Virginia Attorney General Ken Cuccinelli, in his book, The Last Line of Defense: The New Fight for American Liberty, claims that "bad politicians set out to grow government in order to increase their own power and influence." He insists that "their favorite ways to increase their power [are] by creating programs that dispense subsidized government benefits, such as Medicare, Social Security, and outright welfare (Medicaid, food stamps, subsidized housing, and the like)...these programs make people dependent on government. And once people are dependent, they feel they can’t afford to have the programs taken away, no matter how inefficient, poorly run, or costly to the rest of society." His conclusion is that "citizens will vote for those politicians who promise more benefits each year, rather than the fiscally responsible politicians who try to point out that such programs are unsustainable and will eventually bankrupt the states or the nation.” Cuccinelli is the probable Republican nominee in the upcoming Virginia race for governor.

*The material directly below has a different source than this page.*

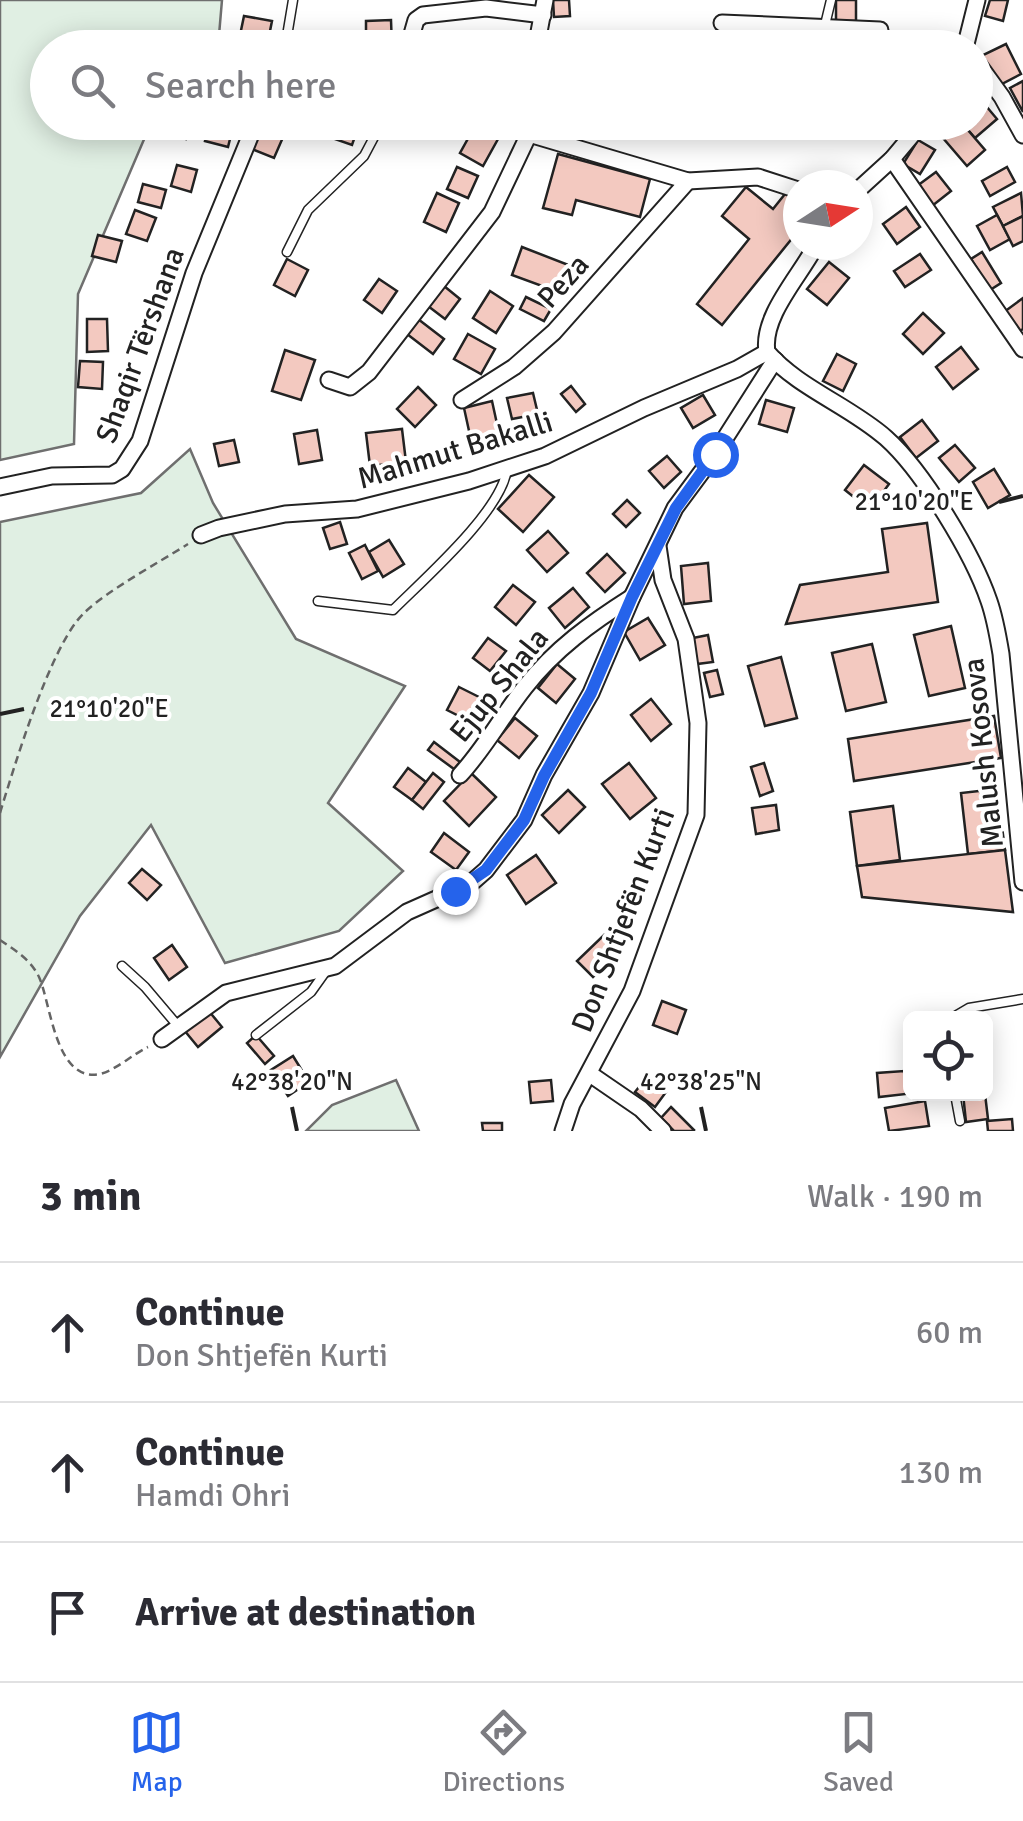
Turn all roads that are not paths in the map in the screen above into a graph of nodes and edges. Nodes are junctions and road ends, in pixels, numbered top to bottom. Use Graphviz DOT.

According to Steve Rattner, op-ed contributor in the March 25, 2012 edition of the New York Times, "In 2010, as the nation continued to recover from the recession, a dizzying 93 percent of the additional income created in the country that year...went to the top 1 percent of taxpayers, those with at least $352,000 in income. That delivered an average single-year pay increase of 11.6 percent to each of these households."

Concerning what he refers to as the "super rich," in 2010, "37 percent of these additional earnings went to just the top 0.01 percent, a teaspoon-size collection of about 15,000 households with average incomes of $23.8 million. These fortunate few saw their incomes rise by 21.5 percent. He goes on to say, "The bottom 99 percent received a microscopic $80 increase in pay per person in 2010, after adjusting for inflation. The top 1 percent, whose average income is $1,019,089, had an 11.6 percent increase in income."

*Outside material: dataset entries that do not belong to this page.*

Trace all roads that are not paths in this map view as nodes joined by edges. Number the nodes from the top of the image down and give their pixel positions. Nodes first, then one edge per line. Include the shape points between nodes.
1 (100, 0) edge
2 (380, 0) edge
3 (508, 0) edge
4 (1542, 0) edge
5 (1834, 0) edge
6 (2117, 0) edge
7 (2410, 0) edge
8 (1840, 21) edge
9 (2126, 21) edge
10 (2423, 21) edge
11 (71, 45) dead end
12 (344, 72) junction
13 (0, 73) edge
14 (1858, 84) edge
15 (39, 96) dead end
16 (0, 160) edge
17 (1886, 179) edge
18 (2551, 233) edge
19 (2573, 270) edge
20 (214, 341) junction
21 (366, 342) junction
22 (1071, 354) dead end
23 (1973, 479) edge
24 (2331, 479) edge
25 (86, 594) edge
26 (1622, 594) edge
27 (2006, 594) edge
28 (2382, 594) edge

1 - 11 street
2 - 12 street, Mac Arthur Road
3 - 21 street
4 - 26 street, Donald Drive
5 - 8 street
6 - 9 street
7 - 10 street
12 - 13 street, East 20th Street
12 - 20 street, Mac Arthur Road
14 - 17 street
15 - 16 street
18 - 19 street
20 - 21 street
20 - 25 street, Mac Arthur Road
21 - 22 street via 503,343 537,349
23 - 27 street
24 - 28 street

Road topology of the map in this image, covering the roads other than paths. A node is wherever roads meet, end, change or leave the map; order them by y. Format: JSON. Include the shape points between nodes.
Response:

This morning, I began my day with a poem from Walter Brueggeman's book, Awed to Heaven, Rooted in Earth. The poem is titled, "We Also Live Double Lives" and reads as follows:

"Power turns and postures and exhibits.
It controls and manages and plots.
We participate in it,
we benefit from it,
we are dazzled by it...and more than a little afraid.
Just underneath, all the while...
Just underneath the dazzling power
sits violence and brutality,
greed and fear and envy,
cunning and shamelessness.
In that too we participate.
Like the ancients, we also live double lives,
public in pageant and role and office,
hidden in meanness and thinness.
We do not do well at bringing this double together.
But we confess you to be Lord of all of our lives.
Give us new freedom about our public lives,
give us new candor about our hidden lives,
Correct what is brutal and greedy and fearful,
chasten what is hidden and mean.
Make us women and men of shalom,
the kind of welfare you will for our common life. Amen."

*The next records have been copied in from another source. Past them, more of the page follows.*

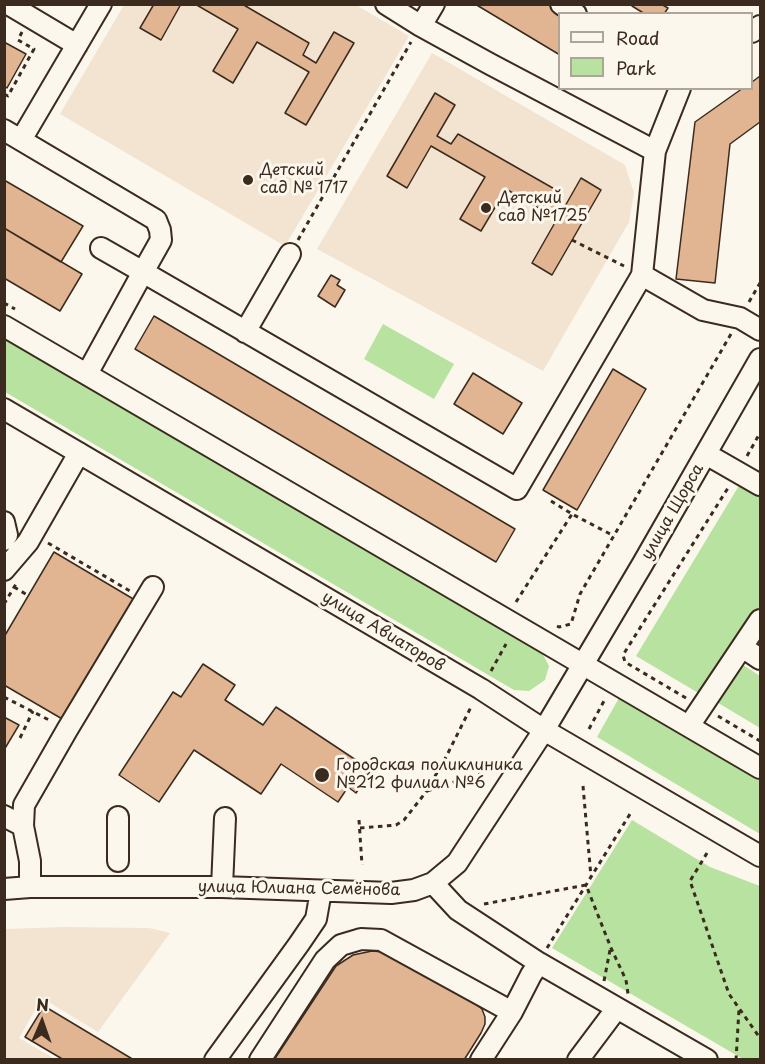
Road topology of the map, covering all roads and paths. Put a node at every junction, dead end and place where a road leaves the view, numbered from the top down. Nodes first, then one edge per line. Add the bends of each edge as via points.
1 (8, 4) edge
2 (101, 4) edge
3 (386, 4) edge
4 (434, 4) edge
5 (31, 18) junction
6 (421, 26) junction
7 (77, 45) junction
8 (679, 90) edge
9 (4, 94) edge
10 (13, 135) edge
11 (655, 151) junction
12 (572, 240) dead end
13 (101, 248) dead end
14 (290, 254) joint
15 (142, 272) junction
16 (642, 275) junction
17 (760, 283) edge
18 (740, 318) junction
19 (4, 326) edge
20 (760, 330) edge
21 (245, 332) junction
22 (760, 359) edge
23 (87, 375) junction
24 (4, 409) edge
25 (760, 433) edge
26 (79, 453) junction
27 (706, 454) junction
28 (738, 472) junction
29 (760, 485) edge
30 (551, 501) dead end
31 (572, 514) junction
32 (4, 522) edge
33 (614, 536) junction
34 (42, 538) dead end
35 (4, 540) edge
36 (4, 570) edge
37 (14, 587) dead end
38 (149, 593) joint
39 (29, 596) dead end
40 (516, 603) dead end
41 (760, 620) edge
42 (571, 624) dead end
43 (506, 644) dead end
44 (742, 647) junction
45 (623, 655) dead end
46 (760, 659) edge
47 (584, 664) junction
48 (491, 671) dead end
49 (4, 697) edge
50 (606, 698) dead end
51 (473, 704) dead end
52 (33, 711) junction
53 (689, 726) junction
54 (589, 729) dead end
55 (67, 730) junction
56 (544, 730) junction
57 (20, 738) dead end
58 (760, 768) edge
59 (485, 772) dead end
60 (583, 786) dead end
61 (426, 792) junction
62 (630, 814) dead end
63 (4, 816) edge
64 (118, 817) dead end
65 (225, 819) dead end
66 (359, 820) dead end
67 (23, 826) junction
68 (360, 828) junction
69 (707, 853) dead end
70 (760, 856) edge
71 (118, 861) dead end
72 (362, 865) dead end
73 (591, 877) junction
74 (433, 883) junction
75 (586, 885) junction
76 (30, 887) junction
77 (222, 887) junction
78 (4, 889) edge
79 (321, 891) junction
80 (482, 904) dead end
81 (611, 948) junction
82 (539, 963) junction
83 (604, 985) dead end
84 (739, 1007) junction
85 (617, 1008) junction
86 (513, 1012) junction
87 (760, 1038) edge
88 (215, 1059) edge
89 (260, 1059) edge
90 (482, 1059) edge
91 (578, 1059) edge
92 (707, 1059) edge
93 (736, 1059) edge

1 - 5 street
2 - 7 street
3 - 6 street
4 - 6 street
5 - 7 street
5 - 9 path via 18,40 34,49 8,96
6 - 11 street
6 - 14 path
7 - 10 street
8 - 11 street
10 - 15 street via 156,220 161,240
11 - 16 street
12 - 16 path
13 - 15 street
14 - 21 street
15 - 21 street
15 - 23 street
16 - 18 street via 703,310
16 - 21 street via 517,489
17 - 18 path
18 - 20 street
18 - 33 path
19 - 23 street
22 - 27 street, улица Щорса
23 - 47 street
24 - 26 street, улица Авиаторов
25 - 28 path
26 - 36 street via 28,542
26 - 56 street, улица Авиаторов
27 - 28 street
27 - 47 street, улица Щорса
28 - 29 street
28 - 45 path
30 - 31 path
31 - 33 path
31 - 40 path
32 - 35 street
33 - 42 path via 580,594
34 - 38 path
37 - 39 path
38 - 55 street
41 - 44 street
43 - 48 path
44 - 46 street
44 - 53 street
47 - 53 street
47 - 56 street, улица Юлиана Семёнова
49 - 52 path
50 - 54 path
51 - 61 path
52 - 55 path
52 - 57 path
53 - 58 street
55 - 67 street via 24,805
56 - 70 street, улица Авиаторов
56 - 74 street, улица Юлиана Семёнова via 457,863
59 - 61 path
60 - 73 path
61 - 68 path via 396,825
62 - 73 path
63 - 67 street
64 - 71 street
65 - 77 street
66 - 68 path
67 - 76 street
68 - 72 path
69 - 84 path via 690,881 729,994
73 - 75 path
74 - 79 street, улица Юлиана Семёнова via 391,893
74 - 82 street via 458,910
75 - 80 path
75 - 81 path
75 - 82 path
76 - 77 street, улица Юлиана Семёнова
76 - 78 street, улица Юлиана Семёнова
77 - 79 street, улица Юлиана Семёнова
79 - 88 street via 316,919
81 - 83 path
81 - 85 path via 626,980 629,1000
82 - 85 street
82 - 86 street
84 - 87 path
84 - 93 path
85 - 91 street
85 - 92 street
86 - 89 street via 381,940 361,939 341,945 325,960
86 - 90 street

I confess having succumbed to the easy demonization of those in power who accuse the poor and oppressed of engaging in the sin of entitlement, when, in reality, they are the ones with an unhealthy sense of entitlement and a regular recipient of corporate welfare benefits, tax shelters and loopholes. Sometimes righteous indignation runs amuck and makes it easy to condemn those who condemn others less fortunate than they are; but, i must also be aware of my tendency toward my sinful sense of entitlement. That's why my soul resonated with Brueggemann's. Let us all pray the words together, "Make us women and men of shalom, the kind of welfare you will for our common life. Amen."